In collaboration with Ed Tang and Jonathan Cheung
May 19 – May 26, 2021

In collaboration with Ed Tang and Jonathan Cheung
May 19 – May 26, 2021
Henni Alftan (*1979) is a Paris-based painter who creates pictures based on a complex process of observation and deduction. Working in figuration but rejecting a narrative dimension, Alftan’s compositions use the tight framing of close range photography to explore the similarities between painting and image-making. “I paint pictures,” Alftan says, and “painting and picture often imitate each other.” Inviting viewers to consider the history, materiality, and objecthood of painting, Alftan’s vignettes represent a fragmented vision of the real and address pictorial issues such as color, surface, flatness, depth, pattern, texture, and framing devices.
— Henni Alftan is represented by Karma, New York.
Detroit-based Matthew Angelo Harrison (*1989) creates enigmatic sculptures that are in conversation with anthropology, industrial design, science fiction and the realities of 21st century capitalism. His work combines found objects made from organic materials such indigenous African wood and bone with synthetic ingredients like acrylic resin, Plexiglas and industrial modeling clay, which he then molds, cuts, prints, and sculpts with state-of-the-art machinery. The resulting forms — whether they are 3D ceramic heads, 3D abstractions, plexi “enclosures” or resin “encapsulations” — investigate the subtle politics of mass production, authenticity, metamorphosis, and what the artist calls “abstract ancestries.”
— Matthew Angelo Harrison is represented by Jessica Silverman Gallery, San Francisco.
Diane Dal-Pra (*1991) questions the nature of our relationships we maintain with the inanimate objects we collect over the course of our lives. Dal-Pra coats her figures in an armour of these commodities, and in doing so underlines a dual purpose of our possessions which have the capacity to erase or engulf us, and yet so strongly define our identities. The sculptural treatment of her figures, part classical monument, part monolith and part totem sees Dal-Pra transforming the body in objects and, likewise, objects into flesh. Everything seems to take form in an unchanging block, frozen forever.

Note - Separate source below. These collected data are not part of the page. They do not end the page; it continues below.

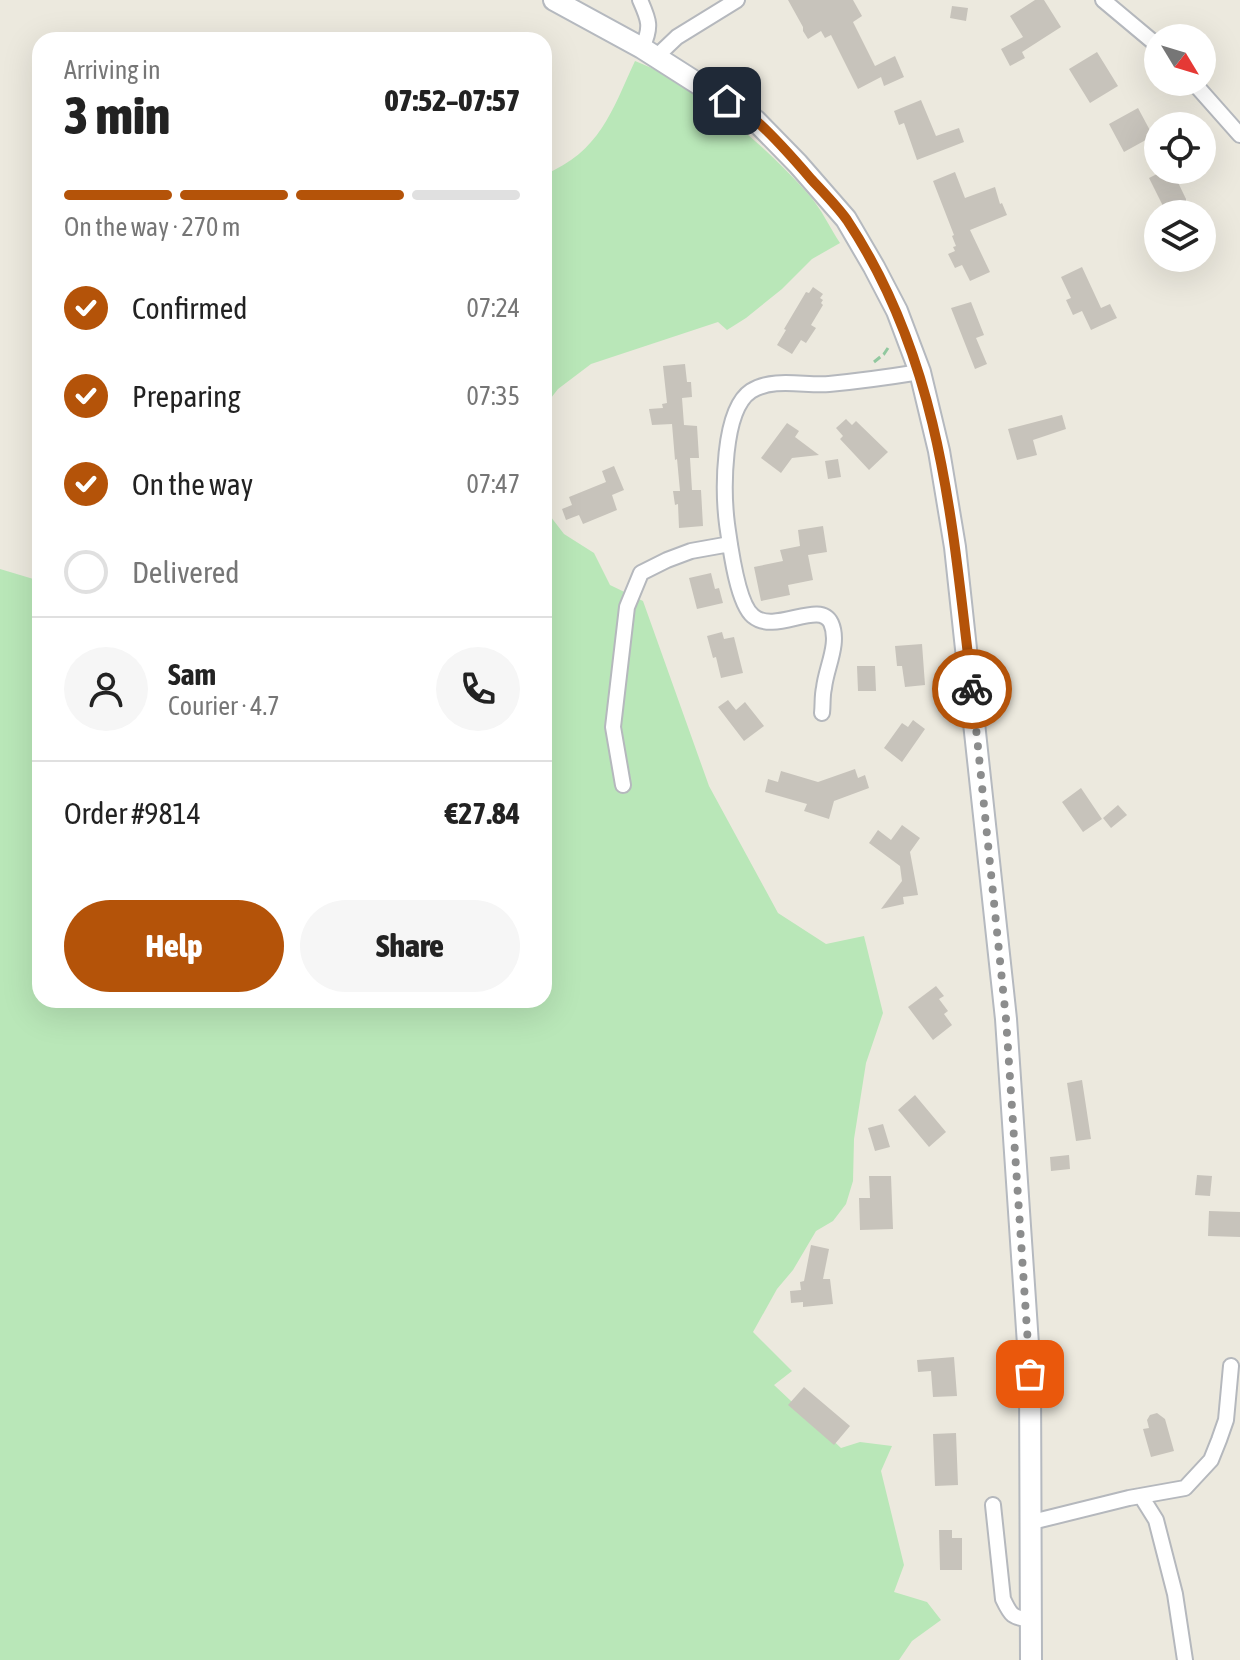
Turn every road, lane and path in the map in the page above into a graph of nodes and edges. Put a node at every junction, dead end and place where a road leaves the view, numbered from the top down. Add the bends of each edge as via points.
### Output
1 (554, 0) edge
2 (640, 0) edge
3 (737, 0) edge
4 (1103, 0) edge
5 (1144, 34) edge
6 (649, 53) junction
7 (1205, 96) edge
8 (1240, 135) edge
9 (900, 319) junction
10 (866, 364) dead end
11 (920, 372) junction
12 (730, 544) junction
13 (822, 713) dead end
14 (623, 785) dead end
15 (1231, 1366) dead end
16 (1141, 1496) junction
17 (993, 1505) dead end
18 (1032, 1522) junction
19 (1030, 1620) junction
20 (1031, 1660) edge
21 (1185, 1660) edge

1 - 6 main road
2 - 6 street via 649,19
3 - 6 street
4 - 5 street
6 - 9 main road via 751,116 798,164 846,219
7 - 8 street
9 - 10 path via 884,354
9 - 11 main road
11 - 12 street via 824,384 772,384 742,398 727,457
11 - 18 main road via 955,547 1006,1019 1030,1374
12 - 13 street via 742,604 750,614 771,623 815,613 830,620 833,646
12 - 14 street via 691,551 641,573 627,607 613,727
15 - 16 street via 1226,1420 1211,1460 1185,1488
16 - 18 street
16 - 21 street via 1156,1520
17 - 19 street via 1003,1599 1014,1617
18 - 19 main road
19 - 20 main road

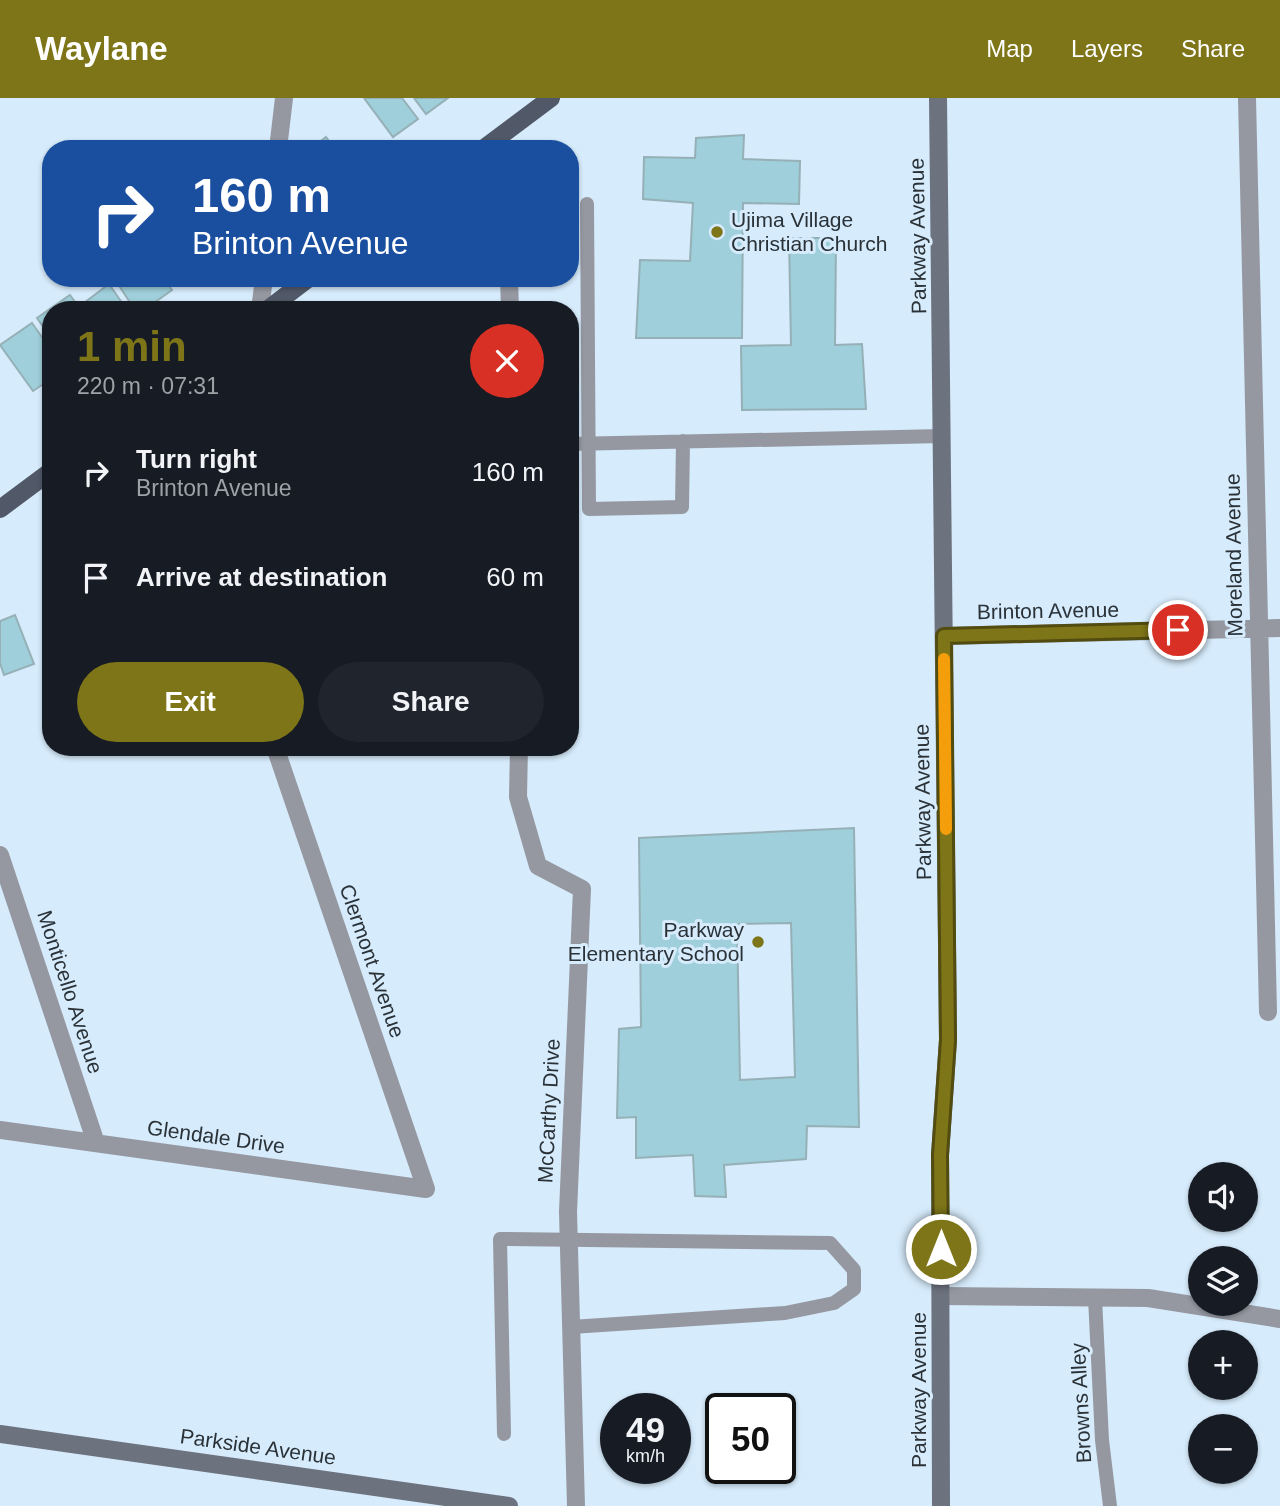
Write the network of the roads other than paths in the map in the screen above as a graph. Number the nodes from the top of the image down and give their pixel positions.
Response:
1 (284, 98) edge
2 (551, 98) edge
3 (938, 98) edge
4 (1247, 98) edge
5 (279, 140) edge
6 (506, 140) edge
7 (587, 204) dead end
8 (297, 287) edge
9 (279, 301) edge
10 (943, 436) junction
11 (683, 441) junction
12 (579, 444) edge
13 (588, 444) junction
14 (42, 478) edge
15 (0, 509) edge
16 (1258, 628) junction
17 (1280, 628) edge
18 (944, 636) junction
19 (278, 756) edge
20 (519, 756) edge
21 (0, 855) edge
22 (1268, 1012) dead end
23 (0, 1130) edge
24 (96, 1143) junction
25 (426, 1189) joint
26 (568, 1240) junction
27 (941, 1296) junction
28 (1095, 1298) junction
29 (1280, 1319) edge
30 (571, 1327) junction
31 (0, 1434) edge
32 (504, 1434) dead end
33 (448, 1502) edge
34 (509, 1506) edge
35 (576, 1506) edge
36 (941, 1506) edge
37 (1110, 1506) edge

1 - 5 street
2 - 6 main road
3 - 10 main road, Parkway Avenue
4 - 16 street, Moreland Avenue
7 - 13 lane
8 - 9 main road
10 - 11 lane
10 - 18 main road, Parkway Avenue
11 - 13 lane
11 - 13 lane
12 - 13 lane
14 - 15 main road
16 - 17 street, Brinton Avenue
16 - 18 street, Brinton Avenue
16 - 22 street, Moreland Avenue
18 - 27 main road, Parkway Avenue
19 - 25 street, Clermont Avenue
20 - 26 street, McCarthy Drive
21 - 24 street, Monticello Avenue
23 - 24 street, Glendale Drive
24 - 25 street, Glendale Drive
26 - 30 street, McCarthy Drive
26 - 30 lane
26 - 32 lane
27 - 28 street
27 - 36 main road, Parkway Avenue
28 - 29 street
28 - 37 lane, Browns Alley
30 - 35 street, McCarthy Drive
31 - 33 main road, Parkside Avenue
33 - 34 main road, Parkside Avenue

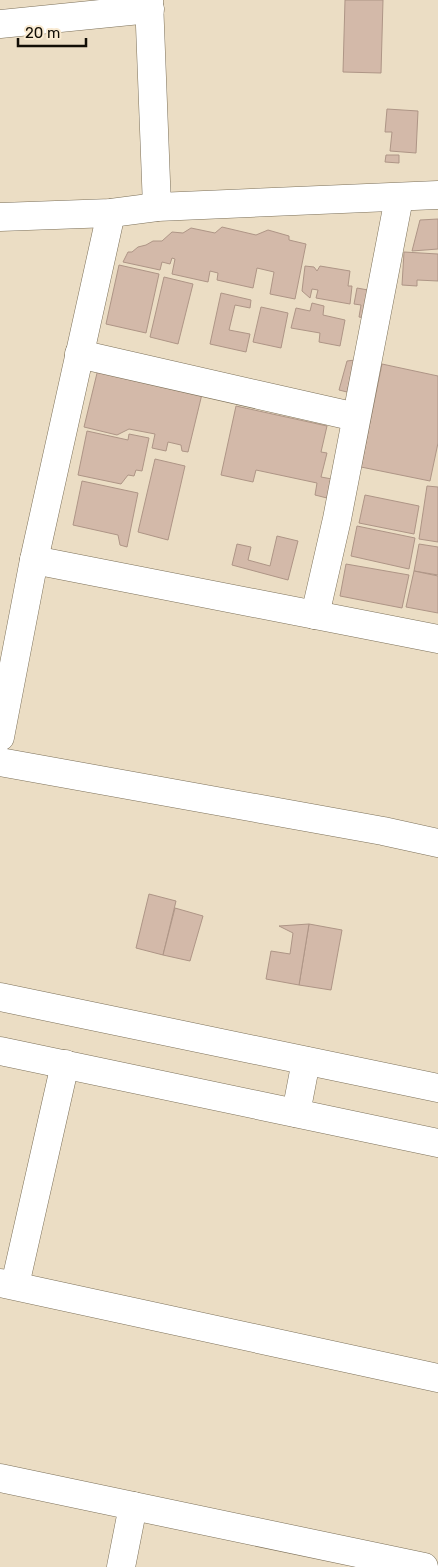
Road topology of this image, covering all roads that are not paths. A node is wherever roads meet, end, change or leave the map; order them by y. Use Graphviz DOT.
graph roads {
  1 [pos="150,4"];
  2 [pos="0,24"];
  3 [pos="438,195"];
  4 [pos="399,198"];
  5 [pos="157,207"];
  6 [pos="111,213"];
  7 [pos="0,217"];
  8 [pos="78,354"];
  9 [pos="356,417"];
  10 [pos="34,560"];
  11 [pos="315,615"];
  12 [pos="438,639"];
  13 [pos="0,737"];
  14 [pos="0,762"];
  15 [pos="438,843"];
  16 [pos="0,997"];
  17 [pos="0,1051"];
  18 [pos="306,1061"];
  19 [pos="65,1064"];
  20 [pos="438,1088"];
  21 [pos="296,1113"];
  22 [pos="438,1143"];
  23 [pos="7,1284"];
  24 [pos="438,1378"];
  25 [pos="0,1478"];
  26 [pos="133,1506"];
  27 [pos="121,1567"];
  28 [pos="424,1567"];
  1 -- 2 [label="street"];
  1 -- 5 [label="street"];
  3 -- 4 [label="street"];
  4 -- 5 [label="street"];
  4 -- 9 [label="street"];
  5 -- 6 [label="street"];
  6 -- 7 [label="street"];
  6 -- 8 [label="street"];
  8 -- 9 [label="street"];
  8 -- 10 [label="street"];
  9 -- 11 [label="street"];
  10 -- 11 [label="street"];
  10 -- 13 [label="street"];
  11 -- 12 [label="street"];
  14 -- 15 [label="street"];
  16 -- 18 [label="street"];
  17 -- 19 [label="street"];
  18 -- 20 [label="street"];
  18 -- 21 [label="street"];
  19 -- 21 [label="street"];
  19 -- 23 [label="street"];
  21 -- 22 [label="street"];
  23 -- 24 [label="street"];
  25 -- 26 [label="street"];
  26 -- 27 [label="street"];
  26 -- 28 [label="street"];
}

— Diana Dal-Pra is represented by Galerie Derouillon, Paris.
Lenz Geerk (*1988) creates psychologically charged paintings that are removed from any specific time or place. Emphasising his subjects in such a way as to draw out the hidden emotions of the human psyche, Geerk depicts people at the threshold of excitation and in the throes of exploration. With postures and gestures a fiction of representation, Geerk imagines how a certain fragile moment, derived from neither model nor photograph, can instead be expressed through atmosphere and body language. The nearly monochromatic palettes, only occasionally warmed by other colours, adds to the aura of emotional tension.
— Lenz Geerk is represented by Roberts Projects, Los Angeles.
New York-based artist Elizabeth Glaessner (*1984) creates brightly hued paintings that teem with life. Her paintings are drawn on personal history, memory and ritual. The works depict a utopian and surreal universe that blur the line between myth and reality. Glaessner’s figures often reflect an unrestricted freedom of identity and in wild states of ecstasy and hysteria – the result is one that celebrates the purity of emotional expression that most are too afraid to confront.
— Elizabeth Glaessner is represented by P.P.O.W Gallery, New York.
Alex Foxton’s (*1980) painting takes traditional images of masculinity, deconstructs their archetypes and reveals their complexity and ambiguity. Foxton explores the personal history and humanity of the heroes or mythical figures that inhabit western culture, painting a new narrative in the hollow of the history known to all. The figures depicted are stretched, torn between a calm face and an expressive body, tortuous or ecstatic, underlining the tension of each character.
— Alex Foxton is represented by Galerie Derouillon, Paris.
Clementine Keith-Roach (*1984) currently working and living in Dorset. Clementine Keith-Roach is an artist who creates terracotta vessels featuring limbs, breasts, and other human body parts. The artist’s practice is an exploration of labour, domesticity and the body. Often inspired by ancient Cycladic objects, Keith-Roach’s works seem to breathe life out of clay and inanimate everyday objects.
— Clementine Keith-Roach is represented by Ben Hunter, London and P.P.O.W Gallery, New York.
Jo Messer (*1991) is a New York-based artist working in a highly gestural style. Messer’s paintings depict the female form in radiant colours and are imbued with an almost hallucinatory aura. Her merging of abstraction and representation is lively, spirited and full of tension. The resulting images offer stimulating comments about sexual identity and the human body, as well as the history of painting over the last hundred years.
— Jo Messer is represented by 56 Henry, New York.
Oscar yi Hou (*1998) was born and raised in Liverpool, before moving to New York City where he now resides. His work explores identity and subjecthood through intimate and enigmatic portraits. Drawing from life and images accumulated in his archive – old posters, photographs and saved internet images – yi Hou inserts various signifiers and symbols open for interpretation. Essentially, his work invites the viewer to dive into questions.